__Work required__. Omit every image, and transcribe the remaining entries exactly as given.

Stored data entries
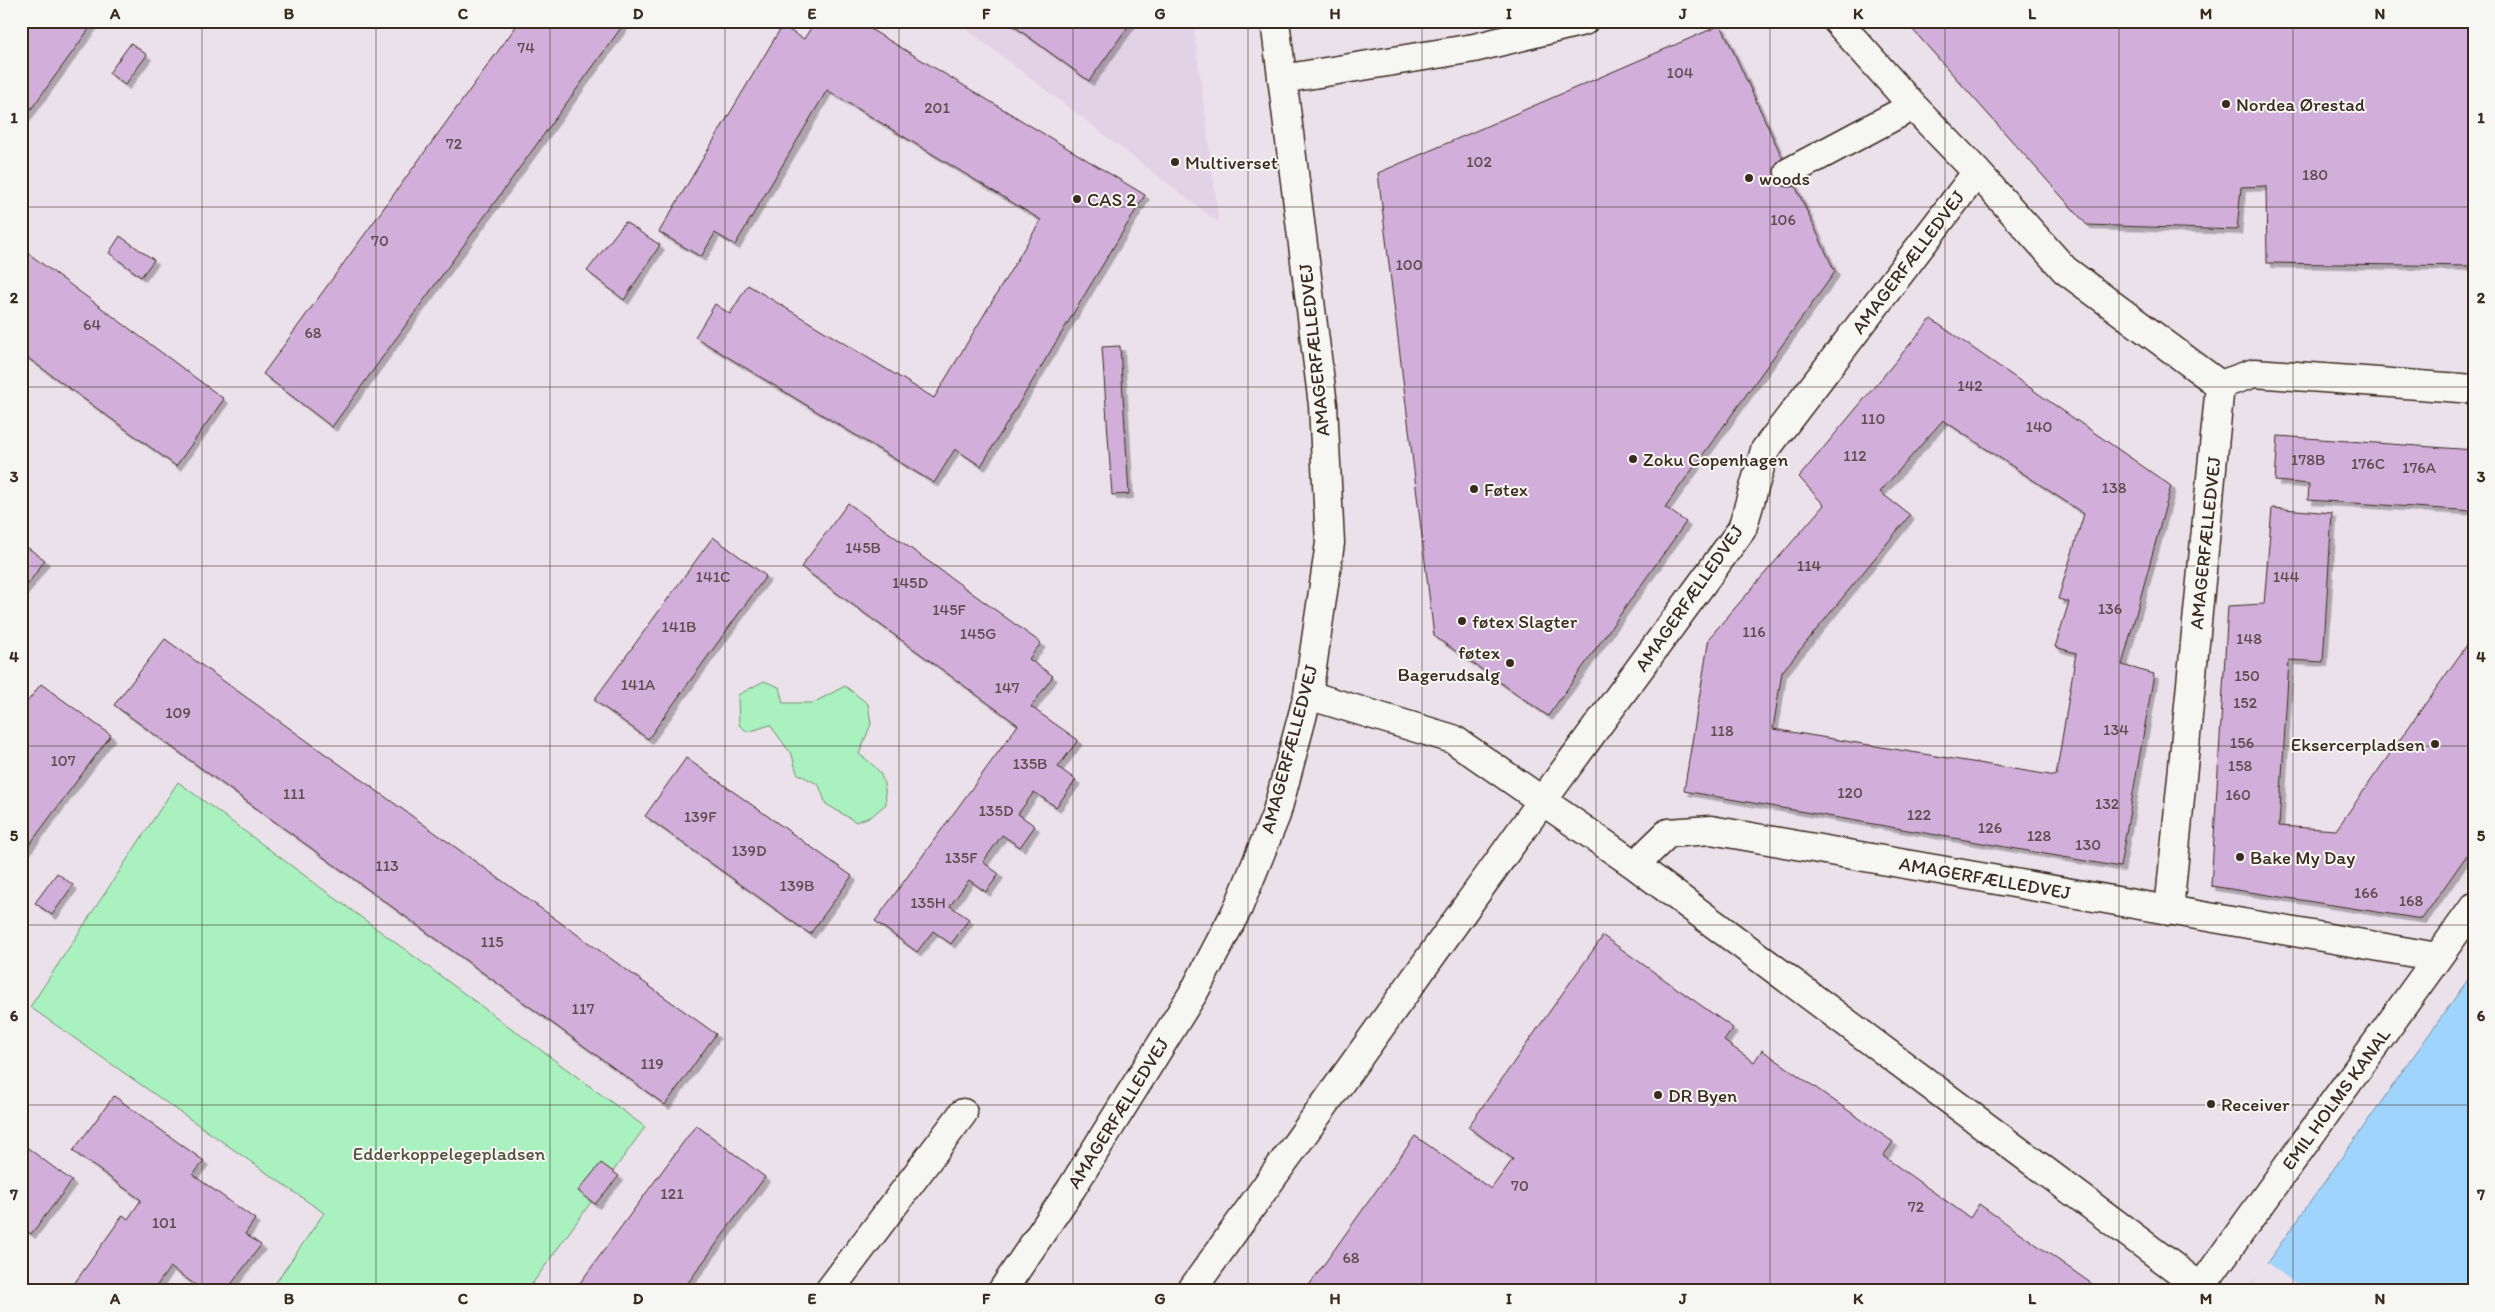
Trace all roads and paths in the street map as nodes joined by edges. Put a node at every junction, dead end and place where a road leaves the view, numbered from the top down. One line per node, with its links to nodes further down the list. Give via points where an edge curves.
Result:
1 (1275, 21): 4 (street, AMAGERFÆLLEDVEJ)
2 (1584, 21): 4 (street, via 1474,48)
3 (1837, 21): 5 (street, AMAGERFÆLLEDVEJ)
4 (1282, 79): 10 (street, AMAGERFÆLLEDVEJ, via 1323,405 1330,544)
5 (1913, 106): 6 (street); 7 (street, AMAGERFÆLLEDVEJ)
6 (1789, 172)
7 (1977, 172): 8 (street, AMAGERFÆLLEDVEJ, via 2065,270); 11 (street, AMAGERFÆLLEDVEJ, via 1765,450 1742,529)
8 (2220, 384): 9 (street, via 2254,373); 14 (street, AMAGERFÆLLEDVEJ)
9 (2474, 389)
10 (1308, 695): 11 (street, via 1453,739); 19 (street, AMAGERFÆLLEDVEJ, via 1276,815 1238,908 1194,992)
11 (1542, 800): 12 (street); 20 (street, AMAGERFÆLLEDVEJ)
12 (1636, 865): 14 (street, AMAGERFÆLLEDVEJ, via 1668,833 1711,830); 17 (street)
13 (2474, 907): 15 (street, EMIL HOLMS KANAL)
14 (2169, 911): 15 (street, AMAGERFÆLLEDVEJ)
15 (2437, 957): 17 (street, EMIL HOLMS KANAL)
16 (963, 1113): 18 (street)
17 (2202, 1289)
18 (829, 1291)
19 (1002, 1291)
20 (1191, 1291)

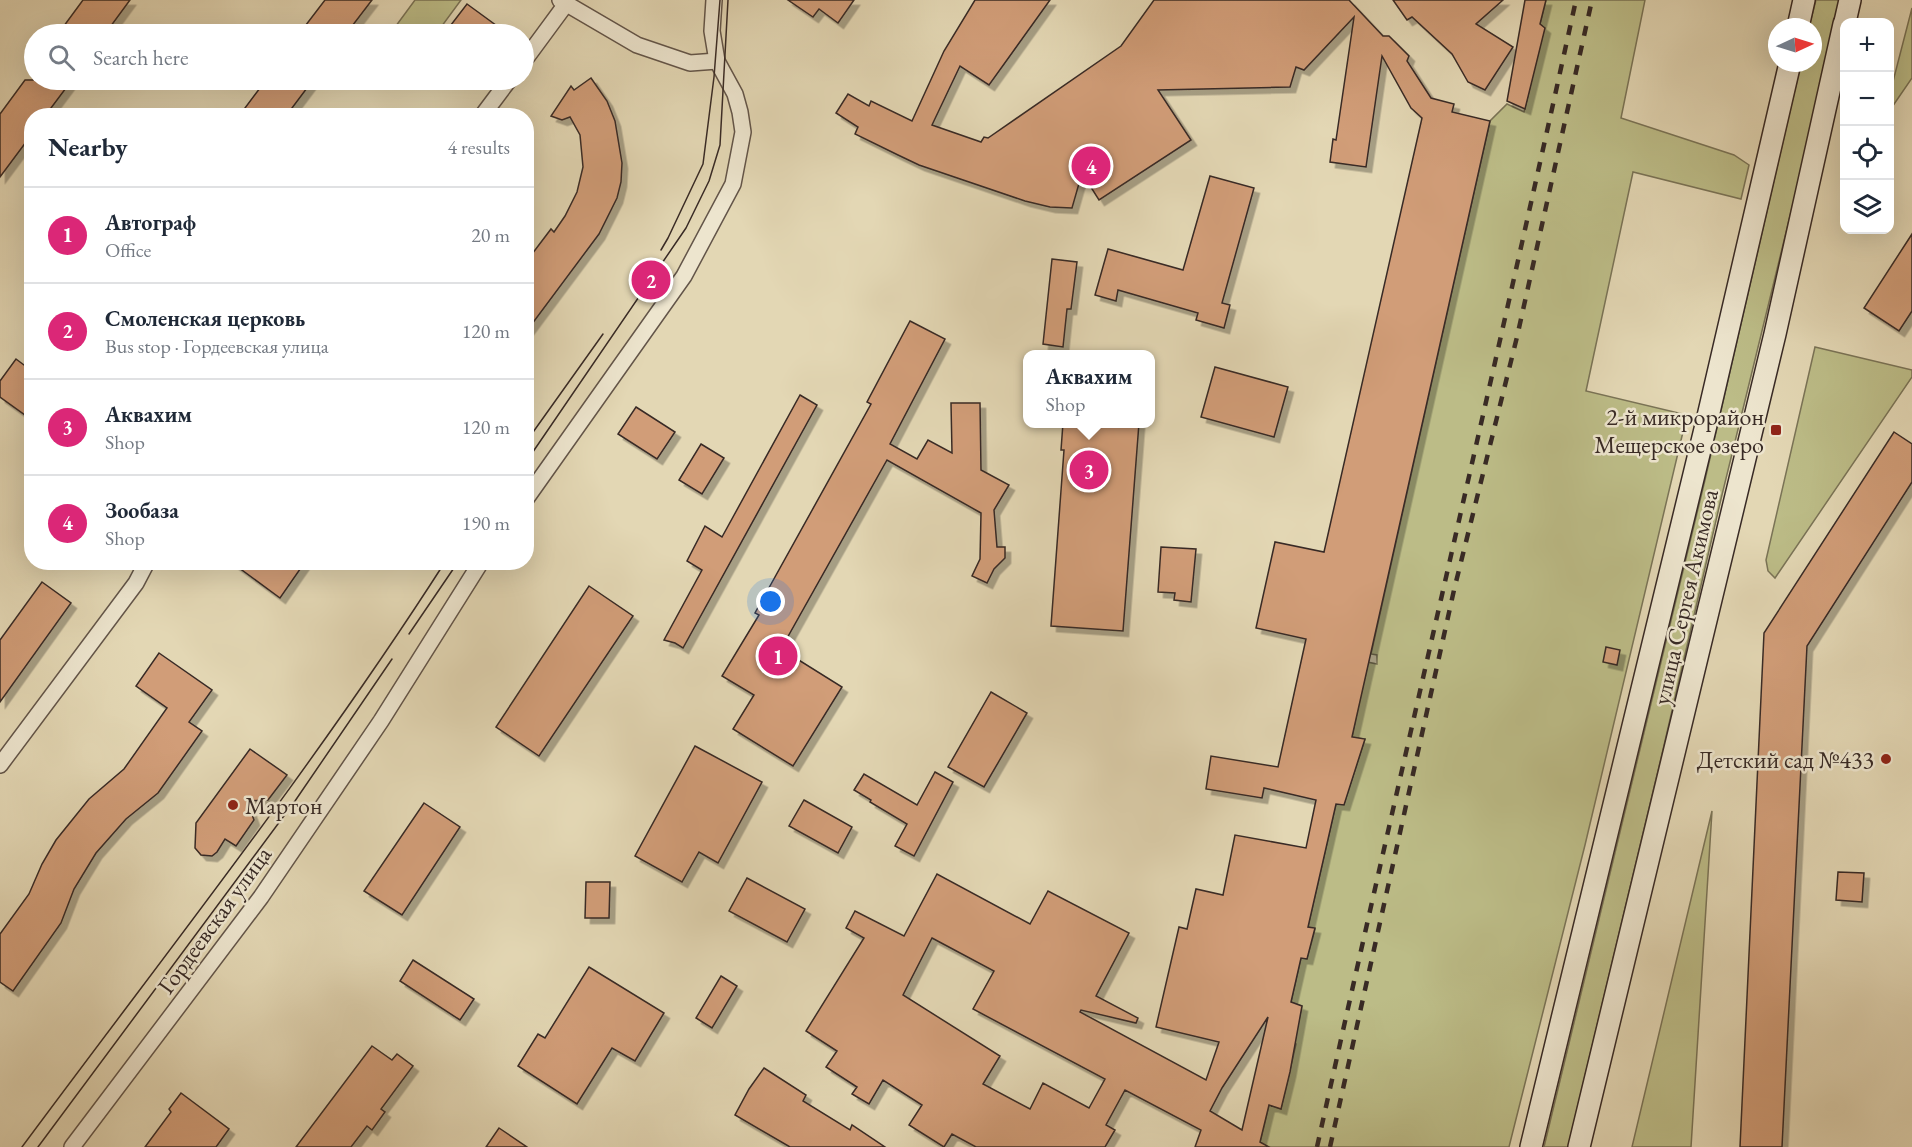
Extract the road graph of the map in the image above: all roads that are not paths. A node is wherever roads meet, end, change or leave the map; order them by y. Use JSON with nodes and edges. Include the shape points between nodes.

__Written solution__.
Trace all roads and paths in the street map as nodes joined by edges. Put a node at every junction, dead end and place where a road leaves the view, numbered from the top down. One line per node, with its links to nodes further down the list. Give via points where an edge curves.
Result:
1 (1275, 21): 4 (street, AMAGERFÆLLEDVEJ)
2 (1584, 21): 4 (street, via 1474,48)
3 (1837, 21): 5 (street, AMAGERFÆLLEDVEJ)
4 (1282, 79): 10 (street, AMAGERFÆLLEDVEJ, via 1323,405 1330,544)
5 (1913, 106): 6 (street); 7 (street, AMAGERFÆLLEDVEJ)
6 (1789, 172)
7 (1977, 172): 8 (street, AMAGERFÆLLEDVEJ, via 2065,270); 11 (street, AMAGERFÆLLEDVEJ, via 1765,450 1742,529)
8 (2220, 384): 9 (street, via 2254,373); 14 (street, AMAGERFÆLLEDVEJ)
9 (2474, 389)
10 (1308, 695): 11 (street, via 1453,739); 19 (street, AMAGERFÆLLEDVEJ, via 1276,815 1238,908 1194,992)
11 (1542, 800): 12 (street); 20 (street, AMAGERFÆLLEDVEJ)
12 (1636, 865): 14 (street, AMAGERFÆLLEDVEJ, via 1668,833 1711,830); 17 (street)
13 (2474, 907): 15 (street, EMIL HOLMS KANAL)
14 (2169, 911): 15 (street, AMAGERFÆLLEDVEJ)
15 (2437, 957): 17 (street, EMIL HOLMS KANAL)
16 (963, 1113): 18 (street)
17 (2202, 1289)
18 (829, 1291)
19 (1002, 1291)
20 (1191, 1291)

Extract the road graph of the map in the image above: all roads that are not paths. A node is wherever roads meet, end, change or leave the map; order them by y. Use JSON with nodes and edges. Include the shape points between nodes.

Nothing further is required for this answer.